«Es ist still hier», sagt er. «Ja, das haben Kirchen und Friedhöfe so an sich», sagt sie. Mit diesen Worten beginnt das Stück «Gift», präsentiert vom «Kurtheater ausser Haus». Wir befinden uns in der reformierten Kirche in Baden, das zahlreich erschienene Publikum hat eben auf den Kirchenbänken Platz genommen und ist jetzt, mit dem Auftreten der beiden Schauspieler ins Scheinwerferlicht, verstummt. Ein Friedhof ist der Schauplatz der Geschichte. Es sind Gedächtnisorte, Friedhof und Kirche. Verbindet sie zu Beginn des Stücks die Stille, so steht sie symbolisch für das lange Schweigen über die Vergangenheit der beiden Figuren.

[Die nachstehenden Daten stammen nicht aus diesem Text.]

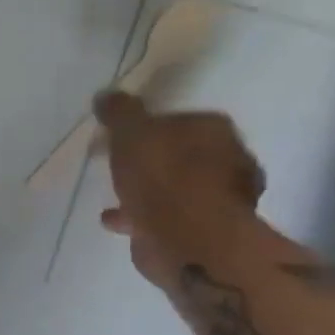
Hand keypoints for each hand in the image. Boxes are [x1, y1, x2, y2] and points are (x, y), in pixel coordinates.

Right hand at [93, 91, 266, 286]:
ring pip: (177, 188)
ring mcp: (219, 200)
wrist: (187, 240)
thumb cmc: (162, 176)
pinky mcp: (204, 233)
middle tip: (122, 164)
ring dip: (150, 191)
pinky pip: (166, 218)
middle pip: (183, 154)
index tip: (125, 135)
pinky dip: (143, 217)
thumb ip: (119, 113)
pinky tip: (116, 220)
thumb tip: (107, 94)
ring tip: (116, 194)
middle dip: (155, 160)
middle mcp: (228, 161)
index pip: (183, 118)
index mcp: (215, 130)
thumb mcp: (131, 133)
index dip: (153, 126)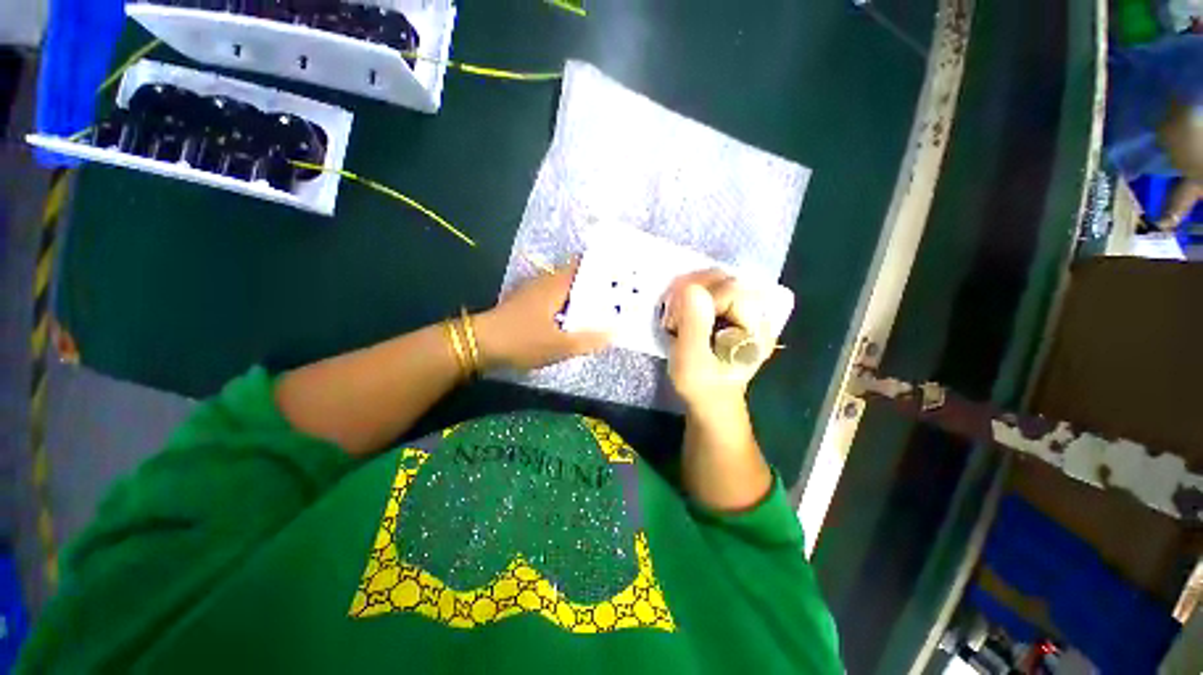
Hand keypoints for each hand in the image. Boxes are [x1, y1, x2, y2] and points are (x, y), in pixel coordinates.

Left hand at [475, 260, 609, 370]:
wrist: (480, 344)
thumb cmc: (522, 340)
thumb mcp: (560, 346)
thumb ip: (589, 340)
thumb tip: (615, 333)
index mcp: (556, 285)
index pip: (583, 265)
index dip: (602, 267)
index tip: (621, 274)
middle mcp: (546, 282)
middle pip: (576, 276)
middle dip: (596, 284)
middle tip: (618, 294)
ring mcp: (534, 291)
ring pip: (565, 288)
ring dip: (582, 295)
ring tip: (603, 307)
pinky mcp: (527, 303)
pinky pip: (555, 298)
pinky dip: (568, 304)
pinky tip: (575, 319)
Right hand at [661, 269, 775, 412]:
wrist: (711, 401)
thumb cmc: (701, 386)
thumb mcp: (691, 361)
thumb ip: (693, 325)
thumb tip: (691, 288)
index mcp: (757, 329)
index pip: (731, 291)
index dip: (700, 298)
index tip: (677, 320)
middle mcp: (759, 315)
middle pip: (727, 280)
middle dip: (694, 290)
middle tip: (673, 313)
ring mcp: (747, 312)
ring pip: (719, 281)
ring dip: (691, 290)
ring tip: (676, 313)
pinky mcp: (734, 312)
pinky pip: (714, 290)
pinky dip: (694, 295)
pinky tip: (683, 311)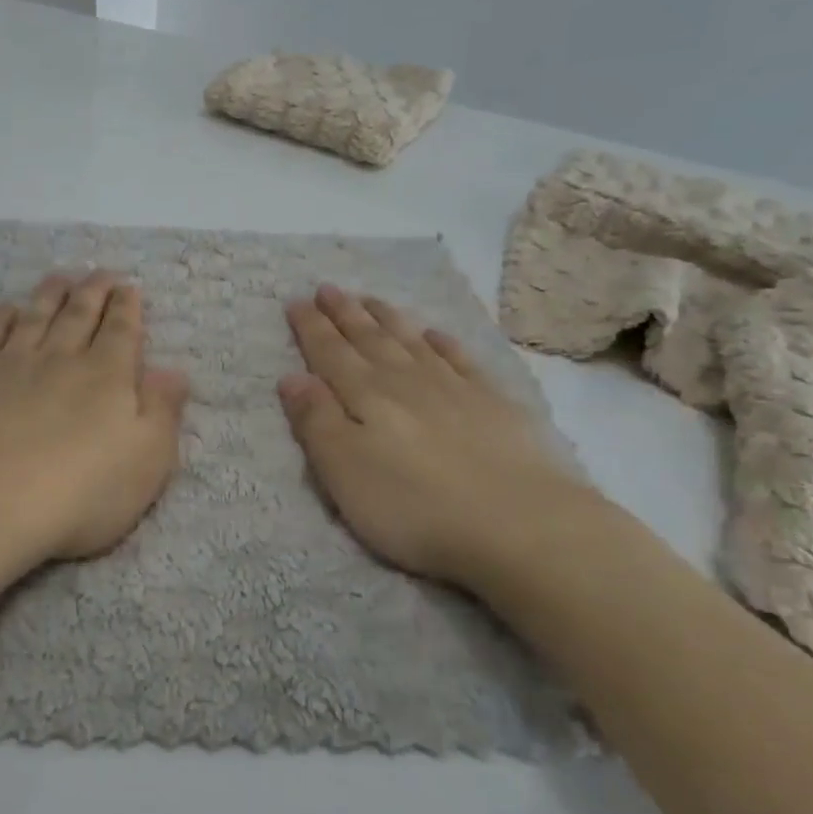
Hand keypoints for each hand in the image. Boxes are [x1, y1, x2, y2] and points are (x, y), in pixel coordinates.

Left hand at [0, 270, 189, 579]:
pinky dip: (1, 317)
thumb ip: (162, 412)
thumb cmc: (77, 495)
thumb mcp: (146, 463)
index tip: (130, 285)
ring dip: (51, 294)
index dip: (128, 306)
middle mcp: (60, 359)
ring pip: (36, 316)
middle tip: (101, 272)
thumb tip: (174, 370)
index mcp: (106, 376)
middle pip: (80, 314)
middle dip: (94, 291)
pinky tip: (7, 309)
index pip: (122, 330)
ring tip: (61, 276)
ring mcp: (11, 364)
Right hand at [278, 285, 608, 590]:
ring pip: (411, 342)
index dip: (311, 327)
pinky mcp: (494, 404)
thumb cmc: (414, 506)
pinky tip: (435, 333)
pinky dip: (444, 343)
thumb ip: (315, 421)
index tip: (296, 300)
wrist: (520, 524)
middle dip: (345, 313)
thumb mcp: (343, 471)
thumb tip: (292, 377)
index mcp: (365, 395)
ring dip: (387, 319)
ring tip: (370, 299)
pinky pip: (460, 360)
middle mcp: (406, 381)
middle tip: (328, 288)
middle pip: (369, 339)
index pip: (329, 353)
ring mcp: (454, 388)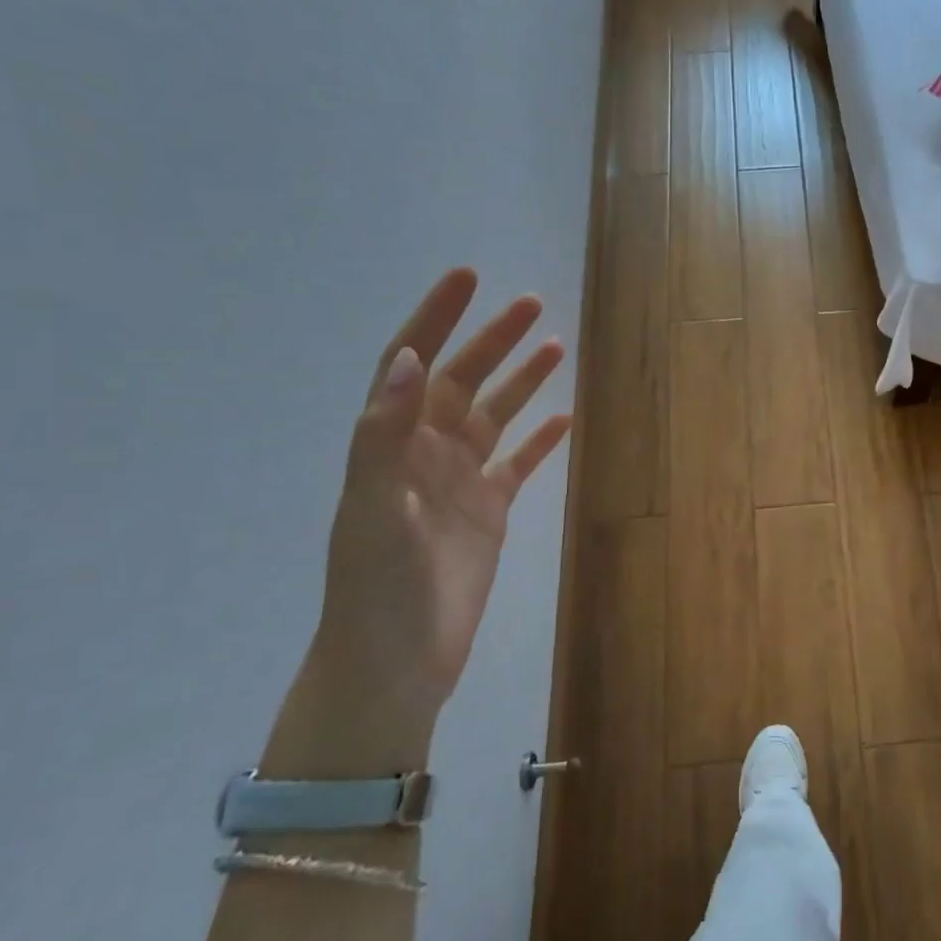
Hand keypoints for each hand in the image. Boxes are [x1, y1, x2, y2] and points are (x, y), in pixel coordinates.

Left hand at [267, 270, 570, 775]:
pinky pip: (519, 463)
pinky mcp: (489, 511)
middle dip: (493, 339)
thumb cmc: (377, 587)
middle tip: (531, 304)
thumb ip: (385, 434)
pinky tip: (566, 418)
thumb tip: (411, 358)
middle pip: (462, 380)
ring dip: (522, 381)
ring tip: (555, 346)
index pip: (411, 364)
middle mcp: (425, 452)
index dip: (436, 317)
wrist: (396, 662)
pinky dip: (541, 439)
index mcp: (392, 443)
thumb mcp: (374, 509)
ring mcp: (460, 481)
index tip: (468, 278)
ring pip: (495, 416)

Die beiden einzigen Figuren des Stücks sind ein Mann und eine Frau, die sich nach zehn Jahren auf dem Friedhof treffen, auf dem sie damals ihr Kind begraben haben. Der tragische Tod steht zwischen den beiden und führte damals zur Trennung, seither haben sie sich nicht mehr gesehen. Sie warten darauf, dass jemand kommt und ihnen die anstehende Umbettung des Grabes erklärt. Doch niemand kommt. Die physische Aufwühlung der Erde, so wird bald deutlich, trägt dagegen lange verschollene Erinnerungen an die Oberfläche.

Das Leben als schieres Funktionieren

Bereits die ersten Wortwechsel zwischen von Bock und Pietz setzen den Ton für die Schwere der Geschichte. Die Dialoge sind durchgängig dicht, verlangen vom Publikum einiges an Konzentration und von den Schauspielern die ganze Palette an Emotionen: Wut, Zynismus, Reue und Trauer, aber auch Zuversicht und Verletzlichkeit. Sie, die Mutter, hat den Tod ihres Sohnes nie verkraftet. Sein Fehlen ist für sie so schmerzhaft, dass sie zwar weiterlebt, doch das Leben fühlt sich seitdem an wie ein Simulieren, ein schieres Funktionieren.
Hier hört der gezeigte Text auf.